**Work to complete**. Your answer should consist of the lines in the data below that contain "main".

Input data below:

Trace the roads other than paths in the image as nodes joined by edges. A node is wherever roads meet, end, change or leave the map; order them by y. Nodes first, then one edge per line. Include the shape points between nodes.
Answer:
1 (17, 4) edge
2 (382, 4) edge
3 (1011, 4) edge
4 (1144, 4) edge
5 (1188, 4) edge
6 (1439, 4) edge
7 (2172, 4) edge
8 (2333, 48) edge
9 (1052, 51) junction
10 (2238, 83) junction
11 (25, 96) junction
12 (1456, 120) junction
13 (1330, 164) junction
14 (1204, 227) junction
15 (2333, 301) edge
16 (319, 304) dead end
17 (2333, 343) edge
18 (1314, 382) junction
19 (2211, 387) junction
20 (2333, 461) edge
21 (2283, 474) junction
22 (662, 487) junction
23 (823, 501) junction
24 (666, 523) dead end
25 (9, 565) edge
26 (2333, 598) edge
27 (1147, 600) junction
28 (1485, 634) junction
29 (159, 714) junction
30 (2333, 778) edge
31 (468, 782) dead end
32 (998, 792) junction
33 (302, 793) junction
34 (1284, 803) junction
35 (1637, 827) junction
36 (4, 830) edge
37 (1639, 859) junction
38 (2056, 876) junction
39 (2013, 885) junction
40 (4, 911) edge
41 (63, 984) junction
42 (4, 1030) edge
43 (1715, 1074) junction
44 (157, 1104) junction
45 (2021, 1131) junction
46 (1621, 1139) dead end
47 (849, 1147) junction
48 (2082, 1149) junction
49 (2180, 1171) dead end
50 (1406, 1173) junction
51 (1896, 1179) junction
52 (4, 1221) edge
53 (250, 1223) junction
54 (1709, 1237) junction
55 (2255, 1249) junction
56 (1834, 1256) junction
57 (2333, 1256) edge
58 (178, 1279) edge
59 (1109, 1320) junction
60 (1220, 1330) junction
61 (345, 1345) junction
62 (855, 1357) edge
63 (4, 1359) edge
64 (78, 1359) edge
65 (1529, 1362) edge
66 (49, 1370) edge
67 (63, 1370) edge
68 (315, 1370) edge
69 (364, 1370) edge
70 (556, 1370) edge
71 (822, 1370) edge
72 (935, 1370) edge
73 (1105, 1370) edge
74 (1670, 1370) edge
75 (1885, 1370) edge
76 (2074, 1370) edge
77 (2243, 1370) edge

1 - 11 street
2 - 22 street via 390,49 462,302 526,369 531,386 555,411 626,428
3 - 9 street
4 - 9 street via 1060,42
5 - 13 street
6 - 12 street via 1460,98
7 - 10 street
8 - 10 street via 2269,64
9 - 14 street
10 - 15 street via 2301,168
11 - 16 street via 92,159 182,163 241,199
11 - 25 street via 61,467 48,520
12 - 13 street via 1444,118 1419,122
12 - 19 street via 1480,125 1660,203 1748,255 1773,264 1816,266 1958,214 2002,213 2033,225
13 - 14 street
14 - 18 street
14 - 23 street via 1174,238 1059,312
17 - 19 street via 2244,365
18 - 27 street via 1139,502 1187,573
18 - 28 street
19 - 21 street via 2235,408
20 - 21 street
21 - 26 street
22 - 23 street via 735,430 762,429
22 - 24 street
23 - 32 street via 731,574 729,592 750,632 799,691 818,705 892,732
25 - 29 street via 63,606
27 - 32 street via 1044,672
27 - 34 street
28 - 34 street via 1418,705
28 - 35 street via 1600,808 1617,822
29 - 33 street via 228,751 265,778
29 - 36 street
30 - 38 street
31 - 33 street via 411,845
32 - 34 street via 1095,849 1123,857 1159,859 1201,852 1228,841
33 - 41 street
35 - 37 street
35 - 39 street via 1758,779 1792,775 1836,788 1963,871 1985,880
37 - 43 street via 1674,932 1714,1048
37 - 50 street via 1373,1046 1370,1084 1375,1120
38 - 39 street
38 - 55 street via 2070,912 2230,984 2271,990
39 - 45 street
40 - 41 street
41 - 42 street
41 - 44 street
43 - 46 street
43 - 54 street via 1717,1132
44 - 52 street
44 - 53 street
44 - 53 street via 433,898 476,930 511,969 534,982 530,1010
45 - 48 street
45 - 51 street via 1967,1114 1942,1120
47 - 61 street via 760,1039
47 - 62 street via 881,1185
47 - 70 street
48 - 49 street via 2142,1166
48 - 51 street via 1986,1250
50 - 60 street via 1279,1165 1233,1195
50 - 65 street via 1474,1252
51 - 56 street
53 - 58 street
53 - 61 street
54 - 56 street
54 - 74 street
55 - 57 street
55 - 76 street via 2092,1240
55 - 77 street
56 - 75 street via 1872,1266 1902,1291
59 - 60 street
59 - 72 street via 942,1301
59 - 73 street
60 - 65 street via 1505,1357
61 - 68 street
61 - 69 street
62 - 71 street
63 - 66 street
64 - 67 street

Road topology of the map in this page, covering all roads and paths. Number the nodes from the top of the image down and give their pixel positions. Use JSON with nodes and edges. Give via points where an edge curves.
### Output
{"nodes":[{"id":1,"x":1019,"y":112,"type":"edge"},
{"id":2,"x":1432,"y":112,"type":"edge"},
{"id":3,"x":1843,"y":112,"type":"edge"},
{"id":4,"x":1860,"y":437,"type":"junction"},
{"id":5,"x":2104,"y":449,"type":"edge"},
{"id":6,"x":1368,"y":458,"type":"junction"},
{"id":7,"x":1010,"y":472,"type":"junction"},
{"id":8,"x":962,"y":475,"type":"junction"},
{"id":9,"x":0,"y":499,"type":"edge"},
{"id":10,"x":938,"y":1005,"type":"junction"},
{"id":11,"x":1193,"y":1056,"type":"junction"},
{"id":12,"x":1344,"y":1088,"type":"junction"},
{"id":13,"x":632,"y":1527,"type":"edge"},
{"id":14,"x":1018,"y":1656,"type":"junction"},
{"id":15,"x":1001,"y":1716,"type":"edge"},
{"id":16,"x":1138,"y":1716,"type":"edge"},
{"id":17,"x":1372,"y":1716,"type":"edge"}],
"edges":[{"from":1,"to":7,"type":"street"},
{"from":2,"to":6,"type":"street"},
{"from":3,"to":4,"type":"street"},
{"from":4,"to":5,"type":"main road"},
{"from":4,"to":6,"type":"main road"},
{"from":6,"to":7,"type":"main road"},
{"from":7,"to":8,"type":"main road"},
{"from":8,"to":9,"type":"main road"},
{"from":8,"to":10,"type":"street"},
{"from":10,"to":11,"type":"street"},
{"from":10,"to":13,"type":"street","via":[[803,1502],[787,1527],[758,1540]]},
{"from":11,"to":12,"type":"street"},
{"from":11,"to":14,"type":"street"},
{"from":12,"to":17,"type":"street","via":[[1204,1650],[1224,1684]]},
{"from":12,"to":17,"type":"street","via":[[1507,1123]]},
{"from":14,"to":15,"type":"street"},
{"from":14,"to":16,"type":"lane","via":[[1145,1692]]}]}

End of Input data.

**Exercise answer**.
{"from":4,"to":5,"type":"main road"},
{"from":4,"to":6,"type":"main road"},
{"from":6,"to":7,"type":"main road"},
{"from":7,"to":8,"type":"main road"},
{"from":8,"to":9,"type":"main road"},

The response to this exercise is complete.